The test fire was a success.



Might be a good idea to make a fire kit for the dawgmobile too…


Basically ya get some of these things outta the old lady’s make up stuff, soak them in wax… and ligh5 them off when you need them. Mine burned for 5 minutes or so. Plenty of time and flame to get a blaze going. But… they needed a concentrated, deliberate flame from the lighter to get going. I think Vaseline dabbed cotton balls might be better…but I don’t think they burn as long…? 

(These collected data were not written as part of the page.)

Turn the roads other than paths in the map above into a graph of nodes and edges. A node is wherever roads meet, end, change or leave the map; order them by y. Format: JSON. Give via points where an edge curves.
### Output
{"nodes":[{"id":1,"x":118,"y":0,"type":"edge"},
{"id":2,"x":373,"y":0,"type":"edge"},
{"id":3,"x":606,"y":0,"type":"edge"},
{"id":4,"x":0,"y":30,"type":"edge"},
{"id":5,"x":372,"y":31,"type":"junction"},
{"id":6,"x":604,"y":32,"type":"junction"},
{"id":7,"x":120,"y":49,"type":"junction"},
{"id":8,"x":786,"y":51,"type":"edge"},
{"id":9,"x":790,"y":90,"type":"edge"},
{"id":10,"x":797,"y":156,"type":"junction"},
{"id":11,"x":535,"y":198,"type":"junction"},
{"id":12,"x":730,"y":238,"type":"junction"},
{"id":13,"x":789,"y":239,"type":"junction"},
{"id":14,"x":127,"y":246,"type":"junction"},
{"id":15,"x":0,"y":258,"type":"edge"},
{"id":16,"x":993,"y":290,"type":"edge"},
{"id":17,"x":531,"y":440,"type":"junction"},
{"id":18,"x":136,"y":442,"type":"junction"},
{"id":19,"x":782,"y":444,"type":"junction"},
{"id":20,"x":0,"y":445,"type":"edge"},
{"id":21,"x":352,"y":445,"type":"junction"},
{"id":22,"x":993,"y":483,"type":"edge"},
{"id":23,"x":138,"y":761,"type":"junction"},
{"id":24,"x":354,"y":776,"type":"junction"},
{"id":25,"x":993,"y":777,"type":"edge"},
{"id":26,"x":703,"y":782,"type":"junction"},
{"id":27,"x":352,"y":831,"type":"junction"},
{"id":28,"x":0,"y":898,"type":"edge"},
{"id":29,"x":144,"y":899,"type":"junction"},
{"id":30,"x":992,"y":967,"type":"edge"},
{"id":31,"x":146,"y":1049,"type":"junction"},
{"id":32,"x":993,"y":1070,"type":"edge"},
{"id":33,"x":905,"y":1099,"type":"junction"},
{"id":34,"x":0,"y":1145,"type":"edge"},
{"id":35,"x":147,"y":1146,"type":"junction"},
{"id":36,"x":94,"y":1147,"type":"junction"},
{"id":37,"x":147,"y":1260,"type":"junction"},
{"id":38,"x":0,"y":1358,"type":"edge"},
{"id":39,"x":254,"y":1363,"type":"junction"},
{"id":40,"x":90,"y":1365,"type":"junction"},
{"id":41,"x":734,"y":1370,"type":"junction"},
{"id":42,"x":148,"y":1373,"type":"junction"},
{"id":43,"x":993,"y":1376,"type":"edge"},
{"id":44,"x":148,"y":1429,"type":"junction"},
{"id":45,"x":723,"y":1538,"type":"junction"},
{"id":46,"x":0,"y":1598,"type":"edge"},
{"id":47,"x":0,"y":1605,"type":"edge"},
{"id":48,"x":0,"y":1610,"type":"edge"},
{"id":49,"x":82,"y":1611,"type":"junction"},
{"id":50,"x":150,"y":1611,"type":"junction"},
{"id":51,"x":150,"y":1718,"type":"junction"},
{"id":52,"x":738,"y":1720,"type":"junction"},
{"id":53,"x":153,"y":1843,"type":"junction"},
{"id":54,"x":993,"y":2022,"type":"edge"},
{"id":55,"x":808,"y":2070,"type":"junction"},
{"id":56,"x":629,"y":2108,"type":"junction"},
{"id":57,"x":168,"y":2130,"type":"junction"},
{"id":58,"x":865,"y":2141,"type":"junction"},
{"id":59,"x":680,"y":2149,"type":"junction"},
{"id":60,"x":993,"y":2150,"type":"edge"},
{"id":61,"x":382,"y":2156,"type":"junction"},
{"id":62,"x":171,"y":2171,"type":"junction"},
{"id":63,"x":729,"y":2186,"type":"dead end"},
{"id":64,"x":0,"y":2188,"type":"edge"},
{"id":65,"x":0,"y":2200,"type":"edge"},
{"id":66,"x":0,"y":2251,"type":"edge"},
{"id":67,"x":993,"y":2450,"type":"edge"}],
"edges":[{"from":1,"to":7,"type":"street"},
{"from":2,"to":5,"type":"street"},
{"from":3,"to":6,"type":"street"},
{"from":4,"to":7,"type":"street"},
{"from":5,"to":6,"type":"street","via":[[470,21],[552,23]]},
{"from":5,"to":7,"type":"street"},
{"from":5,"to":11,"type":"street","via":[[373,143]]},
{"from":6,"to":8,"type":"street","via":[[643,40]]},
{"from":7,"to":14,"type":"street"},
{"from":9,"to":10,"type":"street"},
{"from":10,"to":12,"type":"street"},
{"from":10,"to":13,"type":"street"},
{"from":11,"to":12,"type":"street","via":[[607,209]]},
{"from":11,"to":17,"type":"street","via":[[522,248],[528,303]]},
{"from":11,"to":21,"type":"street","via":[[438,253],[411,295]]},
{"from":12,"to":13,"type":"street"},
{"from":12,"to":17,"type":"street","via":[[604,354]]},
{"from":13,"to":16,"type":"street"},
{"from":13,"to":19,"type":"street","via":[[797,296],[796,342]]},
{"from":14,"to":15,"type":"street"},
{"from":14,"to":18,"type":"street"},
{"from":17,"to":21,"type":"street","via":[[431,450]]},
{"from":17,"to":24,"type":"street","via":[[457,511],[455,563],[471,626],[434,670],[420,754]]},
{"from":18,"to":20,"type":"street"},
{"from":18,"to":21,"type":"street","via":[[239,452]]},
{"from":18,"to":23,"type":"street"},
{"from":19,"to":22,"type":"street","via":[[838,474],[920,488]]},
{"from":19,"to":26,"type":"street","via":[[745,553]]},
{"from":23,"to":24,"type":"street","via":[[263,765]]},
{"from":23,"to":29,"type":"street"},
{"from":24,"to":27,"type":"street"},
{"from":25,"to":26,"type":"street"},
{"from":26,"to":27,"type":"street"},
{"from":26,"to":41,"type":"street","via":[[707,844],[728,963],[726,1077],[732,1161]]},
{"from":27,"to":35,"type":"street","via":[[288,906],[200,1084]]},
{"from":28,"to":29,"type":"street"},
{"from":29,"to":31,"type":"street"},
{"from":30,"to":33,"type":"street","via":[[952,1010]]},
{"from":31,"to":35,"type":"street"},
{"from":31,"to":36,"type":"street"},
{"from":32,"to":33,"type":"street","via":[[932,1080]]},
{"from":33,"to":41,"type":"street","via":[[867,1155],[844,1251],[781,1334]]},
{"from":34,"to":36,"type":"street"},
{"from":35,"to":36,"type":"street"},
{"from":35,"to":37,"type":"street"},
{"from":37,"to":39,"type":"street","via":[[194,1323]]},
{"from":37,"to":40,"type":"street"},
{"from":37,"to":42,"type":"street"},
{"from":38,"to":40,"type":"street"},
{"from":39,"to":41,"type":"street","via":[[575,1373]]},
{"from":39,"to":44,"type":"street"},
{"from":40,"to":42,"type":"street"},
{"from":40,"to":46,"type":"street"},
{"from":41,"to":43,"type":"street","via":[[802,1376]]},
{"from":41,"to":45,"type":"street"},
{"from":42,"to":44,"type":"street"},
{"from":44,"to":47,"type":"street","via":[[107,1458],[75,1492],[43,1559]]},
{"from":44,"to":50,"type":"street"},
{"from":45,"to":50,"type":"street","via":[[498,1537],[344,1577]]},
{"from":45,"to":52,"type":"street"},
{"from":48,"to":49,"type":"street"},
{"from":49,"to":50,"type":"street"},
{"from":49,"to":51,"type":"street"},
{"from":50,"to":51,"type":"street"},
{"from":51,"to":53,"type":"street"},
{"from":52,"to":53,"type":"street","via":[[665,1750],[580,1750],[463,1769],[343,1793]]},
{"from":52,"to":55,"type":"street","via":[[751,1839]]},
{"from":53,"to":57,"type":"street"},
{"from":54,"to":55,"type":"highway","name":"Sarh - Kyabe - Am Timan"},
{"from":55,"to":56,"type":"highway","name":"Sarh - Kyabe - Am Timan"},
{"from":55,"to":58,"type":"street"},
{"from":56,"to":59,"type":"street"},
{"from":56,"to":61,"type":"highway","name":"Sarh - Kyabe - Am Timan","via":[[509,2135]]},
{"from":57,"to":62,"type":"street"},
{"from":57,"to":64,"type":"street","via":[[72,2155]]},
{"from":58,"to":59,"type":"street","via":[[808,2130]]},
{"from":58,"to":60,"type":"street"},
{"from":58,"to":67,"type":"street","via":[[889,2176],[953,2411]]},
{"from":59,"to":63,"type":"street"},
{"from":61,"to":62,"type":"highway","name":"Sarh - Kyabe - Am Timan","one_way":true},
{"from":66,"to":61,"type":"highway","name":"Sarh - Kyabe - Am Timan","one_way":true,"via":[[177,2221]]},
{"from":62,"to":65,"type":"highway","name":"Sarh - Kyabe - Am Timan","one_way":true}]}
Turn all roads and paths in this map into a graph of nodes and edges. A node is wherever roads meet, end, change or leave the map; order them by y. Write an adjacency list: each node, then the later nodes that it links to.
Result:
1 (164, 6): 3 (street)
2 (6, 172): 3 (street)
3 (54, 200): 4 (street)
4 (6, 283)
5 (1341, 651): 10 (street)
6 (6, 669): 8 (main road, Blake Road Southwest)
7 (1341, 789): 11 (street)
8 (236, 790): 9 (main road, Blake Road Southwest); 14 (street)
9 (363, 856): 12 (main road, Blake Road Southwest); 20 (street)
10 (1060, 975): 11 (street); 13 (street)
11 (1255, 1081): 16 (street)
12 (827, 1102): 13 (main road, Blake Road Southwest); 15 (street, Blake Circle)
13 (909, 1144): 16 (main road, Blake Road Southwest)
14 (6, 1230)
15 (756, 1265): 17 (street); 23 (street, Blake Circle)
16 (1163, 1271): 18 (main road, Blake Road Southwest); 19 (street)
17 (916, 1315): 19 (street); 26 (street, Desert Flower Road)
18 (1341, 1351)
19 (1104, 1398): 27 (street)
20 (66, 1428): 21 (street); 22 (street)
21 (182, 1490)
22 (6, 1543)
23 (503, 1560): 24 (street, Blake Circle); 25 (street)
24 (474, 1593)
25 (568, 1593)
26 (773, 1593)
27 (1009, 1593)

I made some feather sticks with the new knife and tried it out. It’s nice, but…yeah - I think I need a bit more sharpening than it got at the factory. Not much, mind you - I could live with it as is. Sharper knives are just easier to use with fiddly work. 


12 comments:

  1. Steel wool shorted across whatever battery you can find. A friend's OTG capable mobile phone, for instance. Glycerine and potassium permanganate also make a nice conflagration. Get another phone and send video....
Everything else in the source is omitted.